Les Noces barbares by Un livre Un film

Les Noces barbares by Un livre Un film

Auteur:Un livre Un film [film, Un livre Un]
La langue: fra
Format: epub
Tags: Divers
Publié: 2013-01-18T09:39:18+00:00


La fièvre dansait dans le corps de Ludo. Son regard exténué découvrait la pièce. Un crucifix était peint sur le mur au-dessus du lit. La courtepointe était bleue, les parois blanc crème ; le plancher dégageait une odeur amie. Il se revoyait aux Buissonnets lissant le beurre des tartines avec le plat d’un couteau mouillé. Il respirait l’odeur du café, des draps, du sommeil de sa mère. Elle avait dû profiter du beau temps pour aller sur la côte en voiture, elle rentrerait tard, elle adorait rentrer tard, ce soir il ne l’entendrait pas.

Il crut apercevoir une face hilare au carreau sous un bonnet vert.

Il ouvrit son sac et le déversa dans l’armoire comme une poubelle. C’était Micho qui l’avait préparé la veille, ajoutant aux effets personnels des provisions de bouche et des feutres à dessin.

Ludo restait debout, chancelant et désemparé. Alors il retira doucement de sa poche un collier de moules et bigorneaux qu’il baisa les yeux fermés. Il avait mis des mois a choisir les coquillages, à les harmoniser, les ébarber, les rincer, les percer, les enfiler sur un élastique et les vernir ; il avait essayé sur lui cette parure océanique, certain d’éblouir enfin sa mère et d’obtenir son pardon.

Il cacha le collier sous le matelas ; il cacha de même la photo maternelle volée dans un album et la chaussette pleine d’argent. Puis sentant monter un vertige il se pelotonna sur le sol, et bras autour de la tête il sombra.

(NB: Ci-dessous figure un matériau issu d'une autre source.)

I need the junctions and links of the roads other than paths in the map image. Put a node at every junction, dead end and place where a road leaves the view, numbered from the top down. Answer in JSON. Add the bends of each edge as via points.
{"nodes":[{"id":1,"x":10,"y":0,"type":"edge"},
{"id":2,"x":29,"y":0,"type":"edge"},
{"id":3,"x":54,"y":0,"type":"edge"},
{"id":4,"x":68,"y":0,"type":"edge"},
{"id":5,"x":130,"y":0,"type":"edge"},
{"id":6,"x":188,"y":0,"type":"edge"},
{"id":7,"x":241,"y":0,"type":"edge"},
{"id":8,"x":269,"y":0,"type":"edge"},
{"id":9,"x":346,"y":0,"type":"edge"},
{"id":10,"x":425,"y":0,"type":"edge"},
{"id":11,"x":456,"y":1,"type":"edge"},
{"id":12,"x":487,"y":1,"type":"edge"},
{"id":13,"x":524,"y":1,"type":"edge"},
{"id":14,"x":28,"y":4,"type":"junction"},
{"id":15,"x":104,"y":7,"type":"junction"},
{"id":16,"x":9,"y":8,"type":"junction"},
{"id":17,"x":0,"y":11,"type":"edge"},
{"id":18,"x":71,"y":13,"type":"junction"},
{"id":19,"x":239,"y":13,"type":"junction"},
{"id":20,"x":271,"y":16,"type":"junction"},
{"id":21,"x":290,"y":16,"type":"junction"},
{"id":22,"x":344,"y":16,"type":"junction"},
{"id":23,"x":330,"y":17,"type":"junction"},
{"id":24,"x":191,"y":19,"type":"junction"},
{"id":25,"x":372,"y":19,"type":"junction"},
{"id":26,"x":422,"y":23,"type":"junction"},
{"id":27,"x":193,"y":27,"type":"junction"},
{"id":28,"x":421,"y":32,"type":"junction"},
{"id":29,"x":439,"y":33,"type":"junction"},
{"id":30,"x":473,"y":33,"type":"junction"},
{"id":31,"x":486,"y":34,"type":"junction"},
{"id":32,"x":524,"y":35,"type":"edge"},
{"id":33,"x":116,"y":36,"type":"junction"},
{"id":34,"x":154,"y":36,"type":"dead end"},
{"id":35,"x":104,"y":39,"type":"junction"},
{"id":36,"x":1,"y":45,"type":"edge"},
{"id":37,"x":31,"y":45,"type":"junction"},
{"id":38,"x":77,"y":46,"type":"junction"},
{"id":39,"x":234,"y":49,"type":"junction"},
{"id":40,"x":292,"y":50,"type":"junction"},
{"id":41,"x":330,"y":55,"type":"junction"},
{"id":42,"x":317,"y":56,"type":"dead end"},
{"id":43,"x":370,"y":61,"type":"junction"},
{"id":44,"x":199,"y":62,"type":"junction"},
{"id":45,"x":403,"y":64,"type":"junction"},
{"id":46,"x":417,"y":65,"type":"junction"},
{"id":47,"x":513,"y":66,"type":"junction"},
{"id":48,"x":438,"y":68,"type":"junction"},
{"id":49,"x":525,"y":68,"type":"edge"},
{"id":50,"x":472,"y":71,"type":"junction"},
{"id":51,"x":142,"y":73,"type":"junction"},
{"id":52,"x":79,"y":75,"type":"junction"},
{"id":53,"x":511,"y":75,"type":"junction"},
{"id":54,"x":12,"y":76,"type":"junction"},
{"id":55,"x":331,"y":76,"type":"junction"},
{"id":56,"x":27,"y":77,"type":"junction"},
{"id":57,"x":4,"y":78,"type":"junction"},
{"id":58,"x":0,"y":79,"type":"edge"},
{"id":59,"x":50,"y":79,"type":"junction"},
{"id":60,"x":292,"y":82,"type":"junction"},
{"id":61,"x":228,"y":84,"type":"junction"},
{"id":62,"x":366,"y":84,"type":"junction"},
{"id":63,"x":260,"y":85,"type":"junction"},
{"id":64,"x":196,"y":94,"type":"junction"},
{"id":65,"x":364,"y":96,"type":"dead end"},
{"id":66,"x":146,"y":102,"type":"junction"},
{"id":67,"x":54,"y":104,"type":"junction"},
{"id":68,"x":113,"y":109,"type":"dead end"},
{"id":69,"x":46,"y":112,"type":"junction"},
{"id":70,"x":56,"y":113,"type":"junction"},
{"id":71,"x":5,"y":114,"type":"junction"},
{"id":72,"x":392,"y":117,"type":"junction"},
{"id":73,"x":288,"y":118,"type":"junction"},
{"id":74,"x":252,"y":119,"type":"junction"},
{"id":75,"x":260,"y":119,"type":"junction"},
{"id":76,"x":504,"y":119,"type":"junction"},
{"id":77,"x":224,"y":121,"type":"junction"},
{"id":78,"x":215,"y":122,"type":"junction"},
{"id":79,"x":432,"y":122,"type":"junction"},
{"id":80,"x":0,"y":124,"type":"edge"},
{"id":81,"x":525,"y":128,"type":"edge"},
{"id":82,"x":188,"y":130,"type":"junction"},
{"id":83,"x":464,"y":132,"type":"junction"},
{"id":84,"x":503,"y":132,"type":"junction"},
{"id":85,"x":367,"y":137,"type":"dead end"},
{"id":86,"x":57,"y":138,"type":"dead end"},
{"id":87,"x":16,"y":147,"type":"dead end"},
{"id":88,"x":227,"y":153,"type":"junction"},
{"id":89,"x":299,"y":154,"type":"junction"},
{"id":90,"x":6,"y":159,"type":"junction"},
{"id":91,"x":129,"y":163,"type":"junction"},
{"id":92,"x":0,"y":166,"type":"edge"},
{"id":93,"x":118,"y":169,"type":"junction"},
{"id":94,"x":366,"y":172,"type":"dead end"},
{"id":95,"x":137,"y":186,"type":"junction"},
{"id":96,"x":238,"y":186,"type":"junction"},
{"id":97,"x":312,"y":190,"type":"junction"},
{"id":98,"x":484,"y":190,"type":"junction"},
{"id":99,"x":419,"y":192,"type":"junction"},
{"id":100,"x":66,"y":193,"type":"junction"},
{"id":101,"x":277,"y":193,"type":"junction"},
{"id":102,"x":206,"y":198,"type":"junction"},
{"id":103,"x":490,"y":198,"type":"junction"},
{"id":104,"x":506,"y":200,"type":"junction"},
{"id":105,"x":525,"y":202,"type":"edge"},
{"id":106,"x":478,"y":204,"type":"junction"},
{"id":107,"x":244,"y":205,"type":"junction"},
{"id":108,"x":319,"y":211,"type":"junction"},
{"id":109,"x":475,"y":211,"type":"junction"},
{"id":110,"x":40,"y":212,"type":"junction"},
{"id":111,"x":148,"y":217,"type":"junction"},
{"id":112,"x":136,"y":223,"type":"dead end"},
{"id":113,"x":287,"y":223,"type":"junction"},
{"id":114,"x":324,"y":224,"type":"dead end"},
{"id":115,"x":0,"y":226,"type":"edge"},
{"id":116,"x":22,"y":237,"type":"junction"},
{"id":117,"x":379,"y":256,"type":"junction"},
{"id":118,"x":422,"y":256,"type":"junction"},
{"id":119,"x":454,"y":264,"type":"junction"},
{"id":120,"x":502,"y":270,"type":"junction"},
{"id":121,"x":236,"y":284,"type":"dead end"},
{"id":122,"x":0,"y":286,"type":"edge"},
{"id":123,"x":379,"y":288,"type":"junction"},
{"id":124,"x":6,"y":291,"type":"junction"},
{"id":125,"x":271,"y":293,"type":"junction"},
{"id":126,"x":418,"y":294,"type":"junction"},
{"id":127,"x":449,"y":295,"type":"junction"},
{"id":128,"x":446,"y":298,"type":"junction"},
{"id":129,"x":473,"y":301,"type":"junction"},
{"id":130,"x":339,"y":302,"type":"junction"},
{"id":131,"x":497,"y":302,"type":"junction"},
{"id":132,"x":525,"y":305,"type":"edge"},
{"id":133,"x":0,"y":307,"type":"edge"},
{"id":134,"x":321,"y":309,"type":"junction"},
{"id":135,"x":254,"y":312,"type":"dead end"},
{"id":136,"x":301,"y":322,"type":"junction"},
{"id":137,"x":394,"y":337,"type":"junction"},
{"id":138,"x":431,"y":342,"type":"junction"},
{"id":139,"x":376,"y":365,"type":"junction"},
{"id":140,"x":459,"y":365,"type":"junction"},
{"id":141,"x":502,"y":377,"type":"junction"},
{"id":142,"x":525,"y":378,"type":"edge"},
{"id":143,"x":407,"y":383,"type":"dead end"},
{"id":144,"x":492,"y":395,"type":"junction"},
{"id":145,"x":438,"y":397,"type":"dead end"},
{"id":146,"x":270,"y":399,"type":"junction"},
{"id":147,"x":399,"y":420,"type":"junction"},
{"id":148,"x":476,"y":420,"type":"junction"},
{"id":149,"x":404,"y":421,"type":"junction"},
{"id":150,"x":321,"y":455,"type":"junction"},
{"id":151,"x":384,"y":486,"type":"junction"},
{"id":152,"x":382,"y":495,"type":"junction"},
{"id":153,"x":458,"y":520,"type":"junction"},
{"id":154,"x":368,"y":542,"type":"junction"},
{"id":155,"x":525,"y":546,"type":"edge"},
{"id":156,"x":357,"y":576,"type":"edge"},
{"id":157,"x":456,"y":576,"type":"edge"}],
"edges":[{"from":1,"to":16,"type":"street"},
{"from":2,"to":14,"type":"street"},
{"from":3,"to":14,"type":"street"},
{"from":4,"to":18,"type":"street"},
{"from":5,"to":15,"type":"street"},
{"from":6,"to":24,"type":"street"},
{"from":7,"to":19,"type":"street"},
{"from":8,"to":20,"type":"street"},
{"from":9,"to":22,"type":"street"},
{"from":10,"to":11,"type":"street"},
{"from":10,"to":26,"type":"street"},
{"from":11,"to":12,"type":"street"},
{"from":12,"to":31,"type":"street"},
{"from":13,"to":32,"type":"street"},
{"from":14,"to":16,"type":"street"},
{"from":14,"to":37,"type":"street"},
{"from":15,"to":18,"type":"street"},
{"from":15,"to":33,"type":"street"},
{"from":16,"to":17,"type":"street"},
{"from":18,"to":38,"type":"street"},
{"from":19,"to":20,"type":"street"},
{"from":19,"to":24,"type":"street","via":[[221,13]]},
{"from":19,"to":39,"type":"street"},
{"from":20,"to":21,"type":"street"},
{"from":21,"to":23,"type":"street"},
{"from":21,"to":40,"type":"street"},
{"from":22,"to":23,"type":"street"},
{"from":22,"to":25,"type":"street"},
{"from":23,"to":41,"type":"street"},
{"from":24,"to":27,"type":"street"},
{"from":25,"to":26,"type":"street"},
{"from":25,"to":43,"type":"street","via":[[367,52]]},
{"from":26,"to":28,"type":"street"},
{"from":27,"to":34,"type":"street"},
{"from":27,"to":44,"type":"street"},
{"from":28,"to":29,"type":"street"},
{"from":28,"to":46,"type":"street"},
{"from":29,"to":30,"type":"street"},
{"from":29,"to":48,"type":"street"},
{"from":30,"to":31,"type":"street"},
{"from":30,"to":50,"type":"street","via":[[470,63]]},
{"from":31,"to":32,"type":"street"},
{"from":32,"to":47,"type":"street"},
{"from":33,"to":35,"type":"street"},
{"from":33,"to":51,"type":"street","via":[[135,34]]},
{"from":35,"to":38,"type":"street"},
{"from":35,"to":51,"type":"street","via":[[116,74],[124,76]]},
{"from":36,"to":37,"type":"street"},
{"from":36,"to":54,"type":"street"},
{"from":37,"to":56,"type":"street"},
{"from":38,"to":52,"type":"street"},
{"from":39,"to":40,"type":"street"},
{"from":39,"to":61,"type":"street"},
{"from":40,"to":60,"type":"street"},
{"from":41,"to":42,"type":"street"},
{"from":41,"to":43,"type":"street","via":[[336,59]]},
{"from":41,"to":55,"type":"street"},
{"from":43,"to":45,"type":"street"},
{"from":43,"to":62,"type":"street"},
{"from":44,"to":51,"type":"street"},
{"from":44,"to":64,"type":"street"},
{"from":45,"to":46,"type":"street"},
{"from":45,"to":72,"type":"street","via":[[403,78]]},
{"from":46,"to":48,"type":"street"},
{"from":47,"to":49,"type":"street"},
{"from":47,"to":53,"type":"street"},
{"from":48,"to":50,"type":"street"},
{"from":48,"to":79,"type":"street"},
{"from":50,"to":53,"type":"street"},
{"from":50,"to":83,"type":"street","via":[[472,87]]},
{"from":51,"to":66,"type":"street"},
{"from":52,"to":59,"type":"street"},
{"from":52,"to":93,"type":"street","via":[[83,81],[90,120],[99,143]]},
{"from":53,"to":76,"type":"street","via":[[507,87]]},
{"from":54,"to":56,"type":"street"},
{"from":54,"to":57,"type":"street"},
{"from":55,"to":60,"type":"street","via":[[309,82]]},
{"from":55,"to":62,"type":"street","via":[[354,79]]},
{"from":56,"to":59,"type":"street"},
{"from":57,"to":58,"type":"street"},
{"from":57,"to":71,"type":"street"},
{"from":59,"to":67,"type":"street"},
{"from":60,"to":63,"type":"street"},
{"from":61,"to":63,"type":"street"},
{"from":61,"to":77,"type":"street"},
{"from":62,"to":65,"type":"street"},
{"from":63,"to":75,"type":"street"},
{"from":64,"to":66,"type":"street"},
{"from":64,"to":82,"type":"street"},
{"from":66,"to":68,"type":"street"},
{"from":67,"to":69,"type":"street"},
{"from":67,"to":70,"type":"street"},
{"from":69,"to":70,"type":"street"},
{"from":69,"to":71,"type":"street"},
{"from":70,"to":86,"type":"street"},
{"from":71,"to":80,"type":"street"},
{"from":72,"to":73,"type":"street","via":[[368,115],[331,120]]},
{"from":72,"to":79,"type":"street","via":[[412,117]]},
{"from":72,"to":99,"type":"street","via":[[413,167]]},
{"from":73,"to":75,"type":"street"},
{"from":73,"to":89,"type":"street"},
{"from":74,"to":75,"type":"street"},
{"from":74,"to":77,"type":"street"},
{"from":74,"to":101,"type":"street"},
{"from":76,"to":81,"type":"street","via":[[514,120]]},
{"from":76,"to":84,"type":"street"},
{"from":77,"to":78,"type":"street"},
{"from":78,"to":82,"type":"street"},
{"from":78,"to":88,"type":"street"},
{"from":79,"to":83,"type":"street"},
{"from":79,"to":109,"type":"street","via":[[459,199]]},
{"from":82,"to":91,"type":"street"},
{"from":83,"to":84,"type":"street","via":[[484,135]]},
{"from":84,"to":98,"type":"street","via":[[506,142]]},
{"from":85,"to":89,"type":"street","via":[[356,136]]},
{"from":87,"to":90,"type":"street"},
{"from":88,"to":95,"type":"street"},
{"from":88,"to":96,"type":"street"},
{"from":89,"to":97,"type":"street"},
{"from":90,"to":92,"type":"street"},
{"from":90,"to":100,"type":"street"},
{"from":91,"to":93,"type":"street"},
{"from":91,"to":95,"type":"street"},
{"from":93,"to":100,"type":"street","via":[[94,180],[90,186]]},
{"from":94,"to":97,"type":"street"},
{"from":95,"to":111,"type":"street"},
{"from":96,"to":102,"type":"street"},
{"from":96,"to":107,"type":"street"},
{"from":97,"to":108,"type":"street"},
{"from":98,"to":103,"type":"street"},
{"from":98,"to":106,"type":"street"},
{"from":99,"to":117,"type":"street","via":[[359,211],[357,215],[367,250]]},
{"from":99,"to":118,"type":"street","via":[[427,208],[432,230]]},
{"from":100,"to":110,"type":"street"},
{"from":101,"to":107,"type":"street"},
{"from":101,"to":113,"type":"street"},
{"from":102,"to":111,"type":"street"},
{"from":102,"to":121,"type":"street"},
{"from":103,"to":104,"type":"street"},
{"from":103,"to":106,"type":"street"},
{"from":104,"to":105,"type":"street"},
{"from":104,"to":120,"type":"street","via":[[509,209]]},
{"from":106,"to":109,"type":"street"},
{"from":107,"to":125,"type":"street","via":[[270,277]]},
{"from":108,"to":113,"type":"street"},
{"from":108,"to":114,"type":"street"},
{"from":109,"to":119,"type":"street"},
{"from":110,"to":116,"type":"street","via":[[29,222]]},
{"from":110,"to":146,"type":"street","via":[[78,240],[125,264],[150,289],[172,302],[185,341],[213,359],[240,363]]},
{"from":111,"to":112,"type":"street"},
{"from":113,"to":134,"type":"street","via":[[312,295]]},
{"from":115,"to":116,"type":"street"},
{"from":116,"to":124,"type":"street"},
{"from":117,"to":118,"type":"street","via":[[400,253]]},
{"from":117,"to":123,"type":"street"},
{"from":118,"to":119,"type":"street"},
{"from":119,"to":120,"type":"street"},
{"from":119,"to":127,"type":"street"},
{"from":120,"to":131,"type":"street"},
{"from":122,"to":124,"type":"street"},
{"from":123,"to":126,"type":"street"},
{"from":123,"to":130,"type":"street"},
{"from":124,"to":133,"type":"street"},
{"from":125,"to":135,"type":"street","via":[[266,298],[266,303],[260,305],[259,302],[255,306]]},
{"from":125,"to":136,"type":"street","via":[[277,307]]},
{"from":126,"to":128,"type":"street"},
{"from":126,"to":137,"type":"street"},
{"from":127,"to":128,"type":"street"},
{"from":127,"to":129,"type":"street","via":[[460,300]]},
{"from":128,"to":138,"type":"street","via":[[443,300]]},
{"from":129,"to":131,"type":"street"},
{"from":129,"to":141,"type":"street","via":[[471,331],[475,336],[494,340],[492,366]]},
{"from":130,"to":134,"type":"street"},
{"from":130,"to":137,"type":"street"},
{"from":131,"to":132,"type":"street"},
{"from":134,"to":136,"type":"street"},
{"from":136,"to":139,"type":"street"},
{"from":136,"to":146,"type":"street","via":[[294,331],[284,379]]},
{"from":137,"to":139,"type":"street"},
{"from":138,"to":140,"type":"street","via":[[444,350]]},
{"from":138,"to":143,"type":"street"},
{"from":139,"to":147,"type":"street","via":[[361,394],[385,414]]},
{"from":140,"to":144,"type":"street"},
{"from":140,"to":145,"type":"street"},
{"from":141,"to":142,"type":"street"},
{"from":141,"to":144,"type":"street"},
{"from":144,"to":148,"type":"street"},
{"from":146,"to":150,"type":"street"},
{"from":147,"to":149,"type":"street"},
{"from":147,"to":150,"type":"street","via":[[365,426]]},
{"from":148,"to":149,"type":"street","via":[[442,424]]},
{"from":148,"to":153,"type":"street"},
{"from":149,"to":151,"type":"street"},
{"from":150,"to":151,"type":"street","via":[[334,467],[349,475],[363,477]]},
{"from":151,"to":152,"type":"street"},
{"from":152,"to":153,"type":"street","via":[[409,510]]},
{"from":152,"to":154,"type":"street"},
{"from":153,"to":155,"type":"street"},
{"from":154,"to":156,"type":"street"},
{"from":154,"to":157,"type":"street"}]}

Mais non il n’est pas idiot regarde un peu les yeux vivants qu’il a… maman dit qu’il est tombé tout seul… On n’entend pas la mer comme au grenier mais c’est à cause qu’elle est basse… des fois ça cognait sur le mur fallait s’appuyer pour pas qu’il tombe… moi j’y causais dans le mur et je grattais avec le clou pour la faire entrer mais je savais pas qui c’était… je demanderai à Fine où c’est qu’on peut la voir.

*

La tempête avait fini par engloutir le wharf, dispersant les œufs des mouettes aux quatre coins du vent, fauchant Ludo comme il arrivait au bout. Il était ballotté si fort par les lames qu’il ouvrit les yeux. La face de la mouette était contre la sienne, elle allait frapper : reconnaissant le marquis d’Aigremont, il retint son cri.

« C’est interdit de s’allonger, fit une voix flûtée… Moi je ne dirai rien, mais les autres… Enfin, vous avez raté une bien belle séance de musique… À présent nous allons dîner, tout le monde vous attend au réfectoire. »

Il faisait nuit, la lumière était allumée.

« N’oubliez surtout pas votre mouton. »

Leur entrée fut saluée par les applaudissements des enfants attablés. Sur les patères, les casquettes avaient l’air d’oiseaux perchés. Des lumignons enguirlandaient la crèche, un Noir bedonnant poussait une roulante où fumaient des plats.

« Moi c’est Doudou, dit-il avec un sourire immense. Et toi ? »

Regard juvénile et cheveux gris. Le nombril en relief pointait sous le maillot comme un bout de sein.

« Moi c’est Ludo. »

Il serra presque effrayé la main du Noir, le premier qu’il vît de près.